Out of Order Delivery
emil14 opened this issue · 1 comments
If all you want is to understand the issue, you can skip the Background (it's an interesting concurrency journey though!) and start from the description of the problem.
Background
It all started with #575 - simple task like "print each item of a stream and then terminate" turns out to be not that simple, sometimes program was terminating too soon.
Our first thought was that we need higher order components that can do proper iteration and terminate predictably by utilizing locks internally. Long story short - it turns out to be a rabbit hole.
We added new shiny components like For
and Map
and even starting to dream about Filter
and company. Simple examples was working fine and everything seemed great until @dorian3343 showed couple of little more complex examples where problem arrive again. Honestly at that point I was frustrated. This is what #635 was about.
After several pair programming sessions with @Catya3 we found out that problem is not about For or Map or any other component. It's deeper. It's about runtime.
Fan-In Problem
This is how #644 started. TLDR: runtime operated in terms of outgoing connections. It means that at runtime connection was sender -> receiver[]
. In other words, network was a fan_out map. And for each such connection we have a goroutine.
In Neva network graph is a many-to-many relation. Not just one sender can have many receivers but also one receiver can have many senders. It means that not just fan-out (split) but also fan-in (join) is possible. And that's a big problem was this design. It means we can have 2 concurrent goroutines sharing the same receiver.
The simplest case is 2 one-to-one connections like this:
s1 -> r1
s2 -> r1
s1
might send to r1
before s2
but (if sending happens fast enough) there might be race (because goroutines are concurrent). Go scheduler might activate s2->r1
goroutine before s1->r1
and r1
will receive messages out of order. By "out of order" I mean order that is different that order of sending.
First Attempt To Solve (Single Queue)
Goroutines was source of race condition. We need to get rid of them and that will fix out of order right? Well yeah but...
After short thinking decision was made - let all outports send to single queue. If s1 sends to queue it blocks s2, s2 awaits for s1 to send. Then there's a one single goroutine that reads messages that from queue and delivers them to corresponding receivers. This is a relatively simple design but it has 2 problems:
Problem 1. Intermediate Connections
Neva program usually include not just "atomic" components (runtime functions) but also "complementary" ones - components implemented in Nevalang itself. They are only ports and connections at runtime. No runtime function is spawned to represent them. They "do nothing" except message passing.
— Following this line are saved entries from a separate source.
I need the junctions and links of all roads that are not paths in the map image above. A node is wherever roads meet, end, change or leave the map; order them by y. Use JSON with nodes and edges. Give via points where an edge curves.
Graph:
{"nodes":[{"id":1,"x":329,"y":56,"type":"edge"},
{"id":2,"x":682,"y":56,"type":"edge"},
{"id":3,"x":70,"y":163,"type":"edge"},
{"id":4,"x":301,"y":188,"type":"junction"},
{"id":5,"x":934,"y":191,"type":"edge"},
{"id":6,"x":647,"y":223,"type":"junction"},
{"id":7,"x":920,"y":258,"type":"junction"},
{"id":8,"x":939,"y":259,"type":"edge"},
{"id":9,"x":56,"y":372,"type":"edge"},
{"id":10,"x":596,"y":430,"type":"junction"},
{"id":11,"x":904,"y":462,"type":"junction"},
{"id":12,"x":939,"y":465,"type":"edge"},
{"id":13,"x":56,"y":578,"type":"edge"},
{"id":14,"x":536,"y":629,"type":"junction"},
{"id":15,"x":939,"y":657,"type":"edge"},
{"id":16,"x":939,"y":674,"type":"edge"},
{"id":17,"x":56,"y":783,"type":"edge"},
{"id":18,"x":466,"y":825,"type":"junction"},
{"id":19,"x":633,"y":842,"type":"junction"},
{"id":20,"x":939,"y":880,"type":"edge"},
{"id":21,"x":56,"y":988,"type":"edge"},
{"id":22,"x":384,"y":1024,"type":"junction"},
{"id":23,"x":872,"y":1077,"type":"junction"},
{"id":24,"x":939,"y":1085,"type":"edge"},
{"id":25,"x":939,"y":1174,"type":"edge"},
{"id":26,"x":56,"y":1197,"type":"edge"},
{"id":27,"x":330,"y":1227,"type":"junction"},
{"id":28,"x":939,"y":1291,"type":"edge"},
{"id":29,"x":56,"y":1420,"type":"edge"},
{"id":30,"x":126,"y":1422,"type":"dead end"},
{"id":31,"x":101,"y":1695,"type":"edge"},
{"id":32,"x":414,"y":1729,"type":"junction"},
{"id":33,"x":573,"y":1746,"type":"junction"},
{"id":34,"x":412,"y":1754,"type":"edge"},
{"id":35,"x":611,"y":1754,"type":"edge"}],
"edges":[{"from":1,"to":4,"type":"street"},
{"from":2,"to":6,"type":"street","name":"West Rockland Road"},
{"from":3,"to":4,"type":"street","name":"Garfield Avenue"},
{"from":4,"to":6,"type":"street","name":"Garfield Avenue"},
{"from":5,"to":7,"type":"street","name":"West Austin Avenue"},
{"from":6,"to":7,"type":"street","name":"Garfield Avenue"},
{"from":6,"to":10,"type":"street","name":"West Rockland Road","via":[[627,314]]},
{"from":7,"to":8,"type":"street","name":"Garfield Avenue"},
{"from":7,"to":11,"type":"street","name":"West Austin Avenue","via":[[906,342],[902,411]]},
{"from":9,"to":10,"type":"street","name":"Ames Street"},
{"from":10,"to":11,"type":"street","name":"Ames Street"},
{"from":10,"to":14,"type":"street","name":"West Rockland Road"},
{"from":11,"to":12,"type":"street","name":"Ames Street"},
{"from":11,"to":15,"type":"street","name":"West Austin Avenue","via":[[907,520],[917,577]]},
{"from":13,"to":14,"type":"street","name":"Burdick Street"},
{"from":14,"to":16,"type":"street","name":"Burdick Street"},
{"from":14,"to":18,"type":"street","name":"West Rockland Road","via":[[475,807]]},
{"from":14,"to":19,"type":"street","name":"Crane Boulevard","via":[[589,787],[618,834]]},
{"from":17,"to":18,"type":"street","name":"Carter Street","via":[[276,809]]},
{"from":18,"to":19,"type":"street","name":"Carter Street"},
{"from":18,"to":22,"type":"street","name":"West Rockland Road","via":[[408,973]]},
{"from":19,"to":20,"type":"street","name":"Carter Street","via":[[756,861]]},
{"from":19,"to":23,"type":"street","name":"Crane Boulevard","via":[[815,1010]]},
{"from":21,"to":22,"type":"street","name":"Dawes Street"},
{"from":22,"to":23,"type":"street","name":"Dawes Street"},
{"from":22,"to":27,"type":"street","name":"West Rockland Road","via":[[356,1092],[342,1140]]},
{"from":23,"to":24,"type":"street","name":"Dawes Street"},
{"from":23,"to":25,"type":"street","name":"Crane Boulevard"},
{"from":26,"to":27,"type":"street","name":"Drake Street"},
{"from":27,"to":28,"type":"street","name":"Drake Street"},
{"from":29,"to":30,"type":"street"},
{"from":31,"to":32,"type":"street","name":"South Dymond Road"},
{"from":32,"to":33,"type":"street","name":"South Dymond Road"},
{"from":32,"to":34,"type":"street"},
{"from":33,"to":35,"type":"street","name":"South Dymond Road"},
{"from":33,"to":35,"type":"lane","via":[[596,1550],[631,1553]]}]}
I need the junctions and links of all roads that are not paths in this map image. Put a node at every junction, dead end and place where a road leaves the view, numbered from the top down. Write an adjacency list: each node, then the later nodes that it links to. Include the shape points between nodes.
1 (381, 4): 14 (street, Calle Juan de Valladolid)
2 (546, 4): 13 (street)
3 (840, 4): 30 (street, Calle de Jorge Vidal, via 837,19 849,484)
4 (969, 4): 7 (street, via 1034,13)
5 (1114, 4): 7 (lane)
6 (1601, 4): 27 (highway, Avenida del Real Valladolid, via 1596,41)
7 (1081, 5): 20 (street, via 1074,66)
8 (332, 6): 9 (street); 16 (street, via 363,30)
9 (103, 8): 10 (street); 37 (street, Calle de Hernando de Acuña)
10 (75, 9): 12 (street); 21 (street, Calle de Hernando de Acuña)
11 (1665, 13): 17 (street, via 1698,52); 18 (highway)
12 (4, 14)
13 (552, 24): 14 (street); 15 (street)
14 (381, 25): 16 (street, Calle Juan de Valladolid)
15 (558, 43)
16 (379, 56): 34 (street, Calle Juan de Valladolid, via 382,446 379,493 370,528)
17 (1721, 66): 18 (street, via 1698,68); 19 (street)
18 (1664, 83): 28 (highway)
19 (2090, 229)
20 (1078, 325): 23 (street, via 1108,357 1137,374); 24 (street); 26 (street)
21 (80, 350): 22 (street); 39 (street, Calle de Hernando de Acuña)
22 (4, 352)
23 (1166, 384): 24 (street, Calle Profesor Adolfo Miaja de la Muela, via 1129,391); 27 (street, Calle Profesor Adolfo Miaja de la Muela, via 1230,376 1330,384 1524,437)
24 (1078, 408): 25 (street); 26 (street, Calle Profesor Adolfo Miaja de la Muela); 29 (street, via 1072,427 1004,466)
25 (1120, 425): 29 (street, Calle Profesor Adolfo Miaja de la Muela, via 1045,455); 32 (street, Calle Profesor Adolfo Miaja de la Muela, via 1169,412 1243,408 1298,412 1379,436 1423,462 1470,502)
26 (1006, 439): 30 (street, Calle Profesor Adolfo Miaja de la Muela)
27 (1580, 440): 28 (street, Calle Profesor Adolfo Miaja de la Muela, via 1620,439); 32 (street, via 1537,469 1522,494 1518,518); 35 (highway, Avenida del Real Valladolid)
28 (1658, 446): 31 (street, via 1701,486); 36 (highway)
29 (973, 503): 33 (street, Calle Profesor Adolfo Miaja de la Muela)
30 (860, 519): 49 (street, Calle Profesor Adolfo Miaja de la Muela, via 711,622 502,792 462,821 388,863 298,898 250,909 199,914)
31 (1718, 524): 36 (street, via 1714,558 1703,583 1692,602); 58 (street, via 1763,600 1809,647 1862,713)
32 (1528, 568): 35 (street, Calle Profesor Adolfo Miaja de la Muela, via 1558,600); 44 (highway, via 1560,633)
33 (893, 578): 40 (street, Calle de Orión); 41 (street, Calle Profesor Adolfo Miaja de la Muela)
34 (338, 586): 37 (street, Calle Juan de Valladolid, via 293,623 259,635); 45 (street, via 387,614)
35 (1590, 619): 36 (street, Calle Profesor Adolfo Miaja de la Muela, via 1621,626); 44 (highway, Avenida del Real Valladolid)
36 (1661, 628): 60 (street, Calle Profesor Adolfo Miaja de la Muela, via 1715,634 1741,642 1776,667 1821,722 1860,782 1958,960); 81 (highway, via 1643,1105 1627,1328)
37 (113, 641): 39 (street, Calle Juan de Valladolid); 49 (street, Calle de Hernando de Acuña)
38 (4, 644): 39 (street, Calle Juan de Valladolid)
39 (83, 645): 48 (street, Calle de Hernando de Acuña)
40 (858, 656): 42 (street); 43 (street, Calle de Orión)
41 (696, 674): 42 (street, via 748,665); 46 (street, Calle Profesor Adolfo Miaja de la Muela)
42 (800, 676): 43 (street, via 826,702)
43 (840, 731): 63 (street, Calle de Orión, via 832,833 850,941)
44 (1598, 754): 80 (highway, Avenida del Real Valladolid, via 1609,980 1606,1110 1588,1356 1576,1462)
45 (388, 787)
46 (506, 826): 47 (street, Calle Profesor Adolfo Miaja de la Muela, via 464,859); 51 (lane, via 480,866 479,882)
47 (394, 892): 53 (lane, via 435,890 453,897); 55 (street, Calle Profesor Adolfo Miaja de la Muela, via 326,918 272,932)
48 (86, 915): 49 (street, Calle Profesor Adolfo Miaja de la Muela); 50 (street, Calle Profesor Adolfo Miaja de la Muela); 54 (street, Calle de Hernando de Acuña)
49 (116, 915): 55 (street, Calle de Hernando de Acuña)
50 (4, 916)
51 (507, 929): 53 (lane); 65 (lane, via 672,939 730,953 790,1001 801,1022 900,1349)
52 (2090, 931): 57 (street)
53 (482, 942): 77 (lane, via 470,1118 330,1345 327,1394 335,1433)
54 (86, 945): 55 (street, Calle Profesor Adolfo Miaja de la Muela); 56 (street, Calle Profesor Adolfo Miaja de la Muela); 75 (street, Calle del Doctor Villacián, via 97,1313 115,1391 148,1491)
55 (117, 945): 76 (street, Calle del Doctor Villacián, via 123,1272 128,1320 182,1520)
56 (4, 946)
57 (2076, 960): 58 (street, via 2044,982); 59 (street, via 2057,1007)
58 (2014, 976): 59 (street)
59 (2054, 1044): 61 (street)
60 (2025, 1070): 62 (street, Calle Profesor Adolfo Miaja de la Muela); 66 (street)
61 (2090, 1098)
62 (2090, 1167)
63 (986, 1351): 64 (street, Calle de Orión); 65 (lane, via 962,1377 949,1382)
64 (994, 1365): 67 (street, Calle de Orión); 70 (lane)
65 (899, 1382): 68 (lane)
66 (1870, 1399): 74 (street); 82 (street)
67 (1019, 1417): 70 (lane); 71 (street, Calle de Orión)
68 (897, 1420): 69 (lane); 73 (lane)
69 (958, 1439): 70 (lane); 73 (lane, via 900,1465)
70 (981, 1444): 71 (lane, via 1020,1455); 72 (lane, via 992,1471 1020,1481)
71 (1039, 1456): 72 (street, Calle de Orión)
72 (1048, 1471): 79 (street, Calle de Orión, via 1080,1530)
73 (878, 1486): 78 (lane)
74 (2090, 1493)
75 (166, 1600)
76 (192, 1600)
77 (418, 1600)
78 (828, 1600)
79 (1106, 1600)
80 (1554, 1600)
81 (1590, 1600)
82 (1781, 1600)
Let's say we have this program:
flow Main(start) (stop) {
nodes {Printer}
:start -> printer -> :stop
}
flow Printer(data) (sig) {
nodes {Println}
:data -> println -> :sig
}
In this example Printer
is complementary component and Println
is atomic component. Question is - if we don't have goroutine per connection then who will receive from printer:data
? Let's say runtime itself writes message to queue, then we do lookup and see that printer:data
is receiver for :start
and write message there. And... nothing happens. This is "intermediate connection" - connection that does not lead to runtime function receiver. And this design can't handle this.
Problem 2. Deadlock
Let's pretend there's no buffer for simplicity. Simplest case s1 -> r1 -> :stop
s1
sends to queue, queue receives and tries to send tor1
r1
receives and starts its works1
writes next message to the queue and blocks- queue tries to write next message to
r1
and blocks untilr1
is ready r1
finishes its job and tries to send to queue and blocks because queue tries to send tor1
- deadlock
Then we thought maybe we can avoid having single queue for all outports and only enforce for senders involved into fan-in pattern? Nope, that won't work. Turns out we can still have deadlock if loop is involved. (I won't dig into the details here, I believe you can find them somewhere in the issues).
Long story short - every outport must have it's own queue (channel). This is the only way (I see) to not have deadlocks.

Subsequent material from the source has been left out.